Work instruction =
Exact copy without images: repeat every entry as written.
---+---
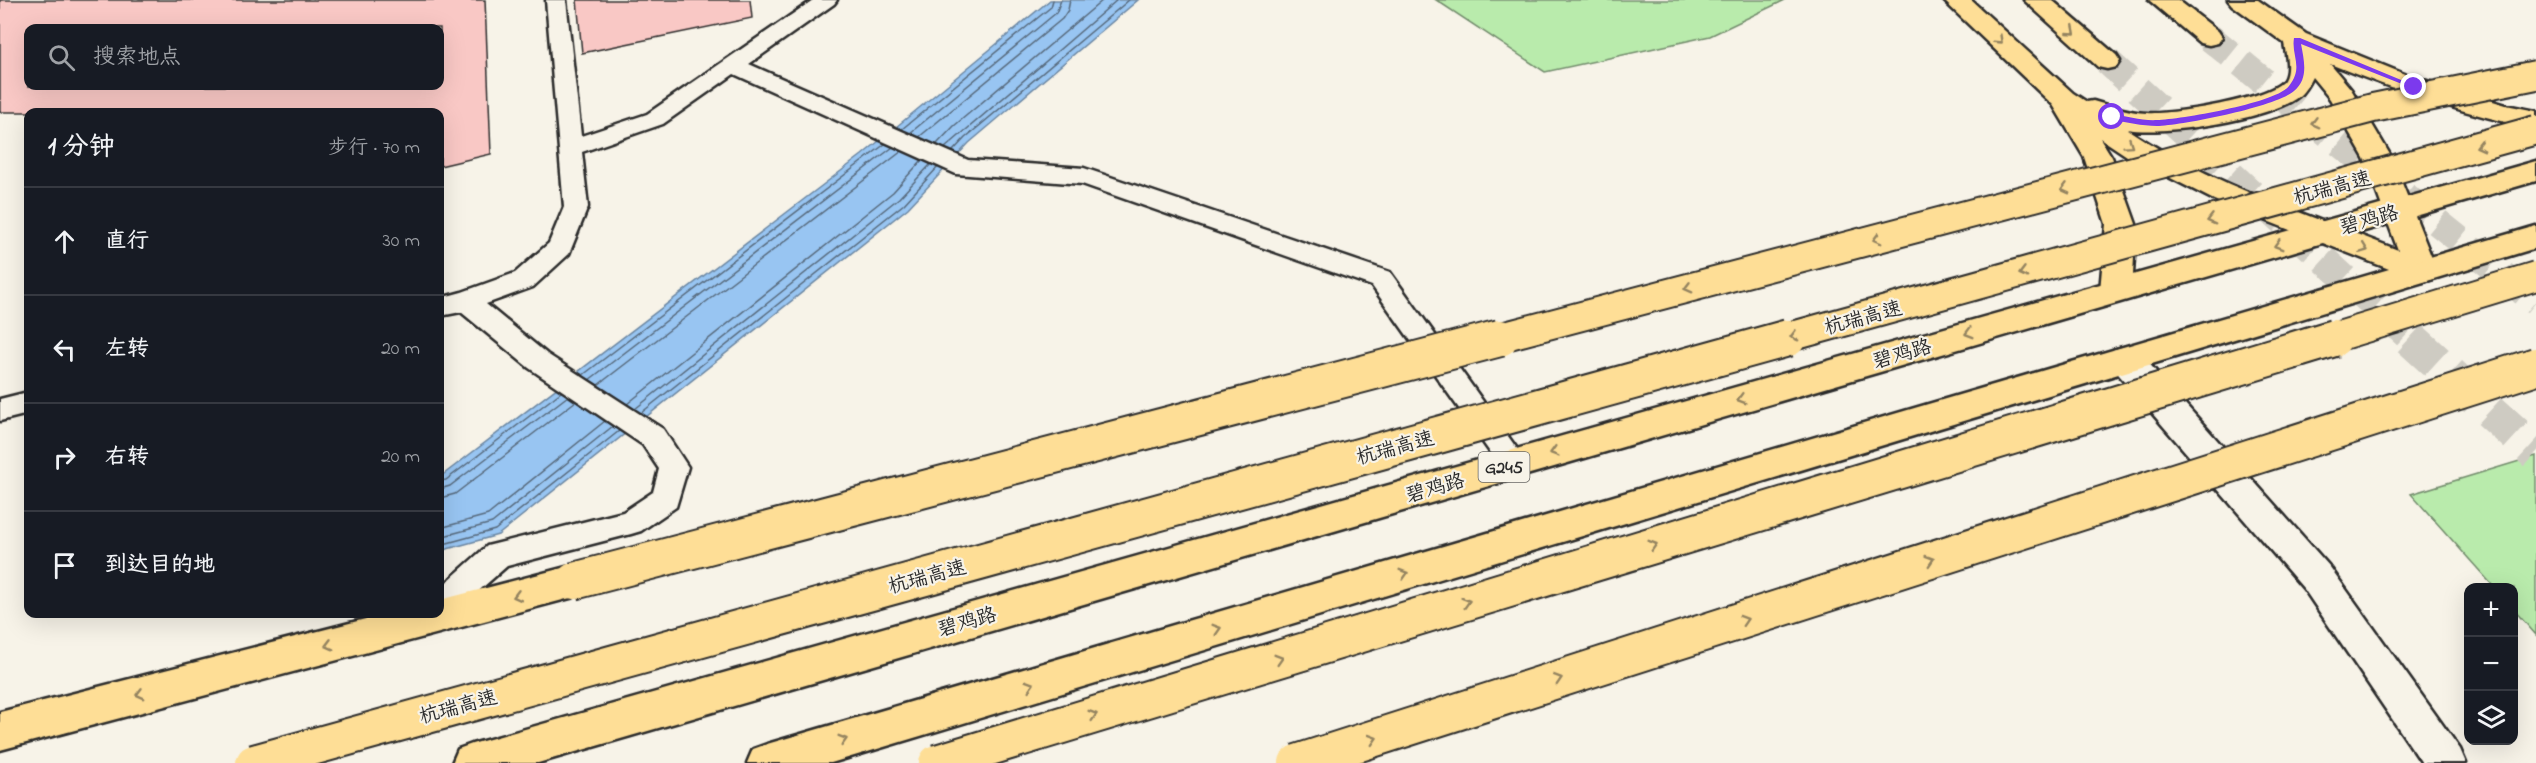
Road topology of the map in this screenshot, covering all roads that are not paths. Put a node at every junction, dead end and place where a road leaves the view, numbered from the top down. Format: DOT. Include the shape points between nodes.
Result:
graph roads {
  1 [pos="556,0"];
  2 [pos="827,0"];
  3 [pos="1956,0"];
  4 [pos="2037,0"];
  5 [pos="2162,0"];
  6 [pos="2241,0"];
  7 [pos="2209,37"];
  8 [pos="2297,40"];
  9 [pos="2108,61"];
  10 [pos="732,65"];
  11 [pos="2536,75"];
  12 [pos="2063,99"];
  13 [pos="2536,120"];
  14 [pos="2536,130"];
  15 [pos="570,148"];
  16 [pos="2536,171"];
  17 [pos="2399,211"];
  18 [pos="2323,232"];
  19 [pos="2536,237"];
  20 [pos="2422,271"];
  21 [pos="2536,276"];
  22 [pos="2115,291"];
  23 [pos="466,301"];
  24 [pos="444,306"];
  25 [pos="2125,359"];
  26 [pos="2536,366"];
  27 [pos="24,404"];
  28 [pos="0,410"];
  29 [pos="1514,464"];
  30 [pos="444,602"];
  31 [pos="444,610"];
  32 [pos="413,618"];
  33 [pos="0,731"];
  34 [pos="254,763"];
  35 [pos="472,763"];
  36 [pos="767,763"];
  37 [pos="937,763"];
  38 [pos="1297,763"];
  39 [pos="2446,763"];
  1 -- 15 [label="lane"];
  2 -- 10 [label="lane"];
  3 -- 12 [label="main road, one-way"];
  4 -- 9 [label="main road, one-way"];
  5 -- 7 [label="main road"];
  6 -- 8 [label="main road"];
  8 -- 12 [label="main road" via="2302,70 2292,90 2193,120 2154,123 2112,117"];
  8 -- 13 [label="main road" via="2397,81"];
  8 -- 17 [label="main road" via="2341,95 2378,158"];
  10 -- 15 [label="lane" via="655,120"];
  10 -- 29 [label="lane" via="964,168 1084,176 1381,279"];
  11 -- 31 [label="main road, one-way, bridge" via="2373,108 574,581"];
  12 -- 18 [label="main road, one-way" via="2147,154 2224,193"];
  12 -- 22 [label="main road" via="2098,157 2121,224"];
  14 -- 34 [label="main road, 杭瑞高速, one-way, bridge"];
  15 -- 23 [label="lane" via="576,207 560,248 524,280"];
  16 -- 17 [label="main road, 碧鸡路 / G245"];
  17 -- 18 [label="main road, 碧鸡路 / G245"];
  17 -- 20 [label="main road"];
  18 -- 20 [label="main road, one-way"];
  18 -- 22 [label="main road, 碧鸡路 / G245, one-way"];
  19 -- 20 [label="main road"];
  20 -- 25 [label="main road"];
  37 -- 21 [label="main road, one-way, bridge"];
  22 -- 29 [label="main road, 碧鸡路 / G245, one-way"];
  23 -- 24 [label="lane"];
  23 -- 30 [label="lane" via="538,361 653,437 674,466 666,498 631,522 498,555"];
  36 -- 25 [label="main road, one-way"];
  25 -- 39 [label="street" via="2317,578"];
  38 -- 26 [label="main road, one-way, bridge"];
  27 -- 28 [label="lane"];
  29 -- 35 [label="main road, 碧鸡路 / G245"];
  32 -- 33 [label="main road, one-way"];
}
---+---
Written solution =
Road topology of the map in this screenshot, covering all roads that are not paths. Put a node at every junction, dead end and place where a road leaves the view, numbered from the top down. Format: DOT. Include the shape points between nodes.
Result:
graph roads {
  1 [pos="556,0"];
  2 [pos="827,0"];
  3 [pos="1956,0"];
  4 [pos="2037,0"];
  5 [pos="2162,0"];
  6 [pos="2241,0"];
  7 [pos="2209,37"];
  8 [pos="2297,40"];
  9 [pos="2108,61"];
  10 [pos="732,65"];
  11 [pos="2536,75"];
  12 [pos="2063,99"];
  13 [pos="2536,120"];
  14 [pos="2536,130"];
  15 [pos="570,148"];
  16 [pos="2536,171"];
  17 [pos="2399,211"];
  18 [pos="2323,232"];
  19 [pos="2536,237"];
  20 [pos="2422,271"];
  21 [pos="2536,276"];
  22 [pos="2115,291"];
  23 [pos="466,301"];
  24 [pos="444,306"];
  25 [pos="2125,359"];
  26 [pos="2536,366"];
  27 [pos="24,404"];
  28 [pos="0,410"];
  29 [pos="1514,464"];
  30 [pos="444,602"];
  31 [pos="444,610"];
  32 [pos="413,618"];
  33 [pos="0,731"];
  34 [pos="254,763"];
  35 [pos="472,763"];
  36 [pos="767,763"];
  37 [pos="937,763"];
  38 [pos="1297,763"];
  39 [pos="2446,763"];
  1 -- 15 [label="lane"];
  2 -- 10 [label="lane"];
  3 -- 12 [label="main road, one-way"];
  4 -- 9 [label="main road, one-way"];
  5 -- 7 [label="main road"];
  6 -- 8 [label="main road"];
  8 -- 12 [label="main road" via="2302,70 2292,90 2193,120 2154,123 2112,117"];
  8 -- 13 [label="main road" via="2397,81"];
  8 -- 17 [label="main road" via="2341,95 2378,158"];
  10 -- 15 [label="lane" via="655,120"];
  10 -- 29 [label="lane" via="964,168 1084,176 1381,279"];
  11 -- 31 [label="main road, one-way, bridge" via="2373,108 574,581"];
  12 -- 18 [label="main road, one-way" via="2147,154 2224,193"];
  12 -- 22 [label="main road" via="2098,157 2121,224"];
  14 -- 34 [label="main road, 杭瑞高速, one-way, bridge"];
  15 -- 23 [label="lane" via="576,207 560,248 524,280"];
  16 -- 17 [label="main road, 碧鸡路 / G245"];
  17 -- 18 [label="main road, 碧鸡路 / G245"];
  17 -- 20 [label="main road"];
  18 -- 20 [label="main road, one-way"];
  18 -- 22 [label="main road, 碧鸡路 / G245, one-way"];
  19 -- 20 [label="main road"];
  20 -- 25 [label="main road"];
  37 -- 21 [label="main road, one-way, bridge"];
  22 -- 29 [label="main road, 碧鸡路 / G245, one-way"];
  23 -- 24 [label="lane"];
  23 -- 30 [label="lane" via="538,361 653,437 674,466 666,498 631,522 498,555"];
  36 -- 25 [label="main road, one-way"];
  25 -- 39 [label="street" via="2317,578"];
  38 -- 26 [label="main road, one-way, bridge"];
  27 -- 28 [label="lane"];
  29 -- 35 [label="main road, 碧鸡路 / G245"];
  32 -- 33 [label="main road, one-way"];
}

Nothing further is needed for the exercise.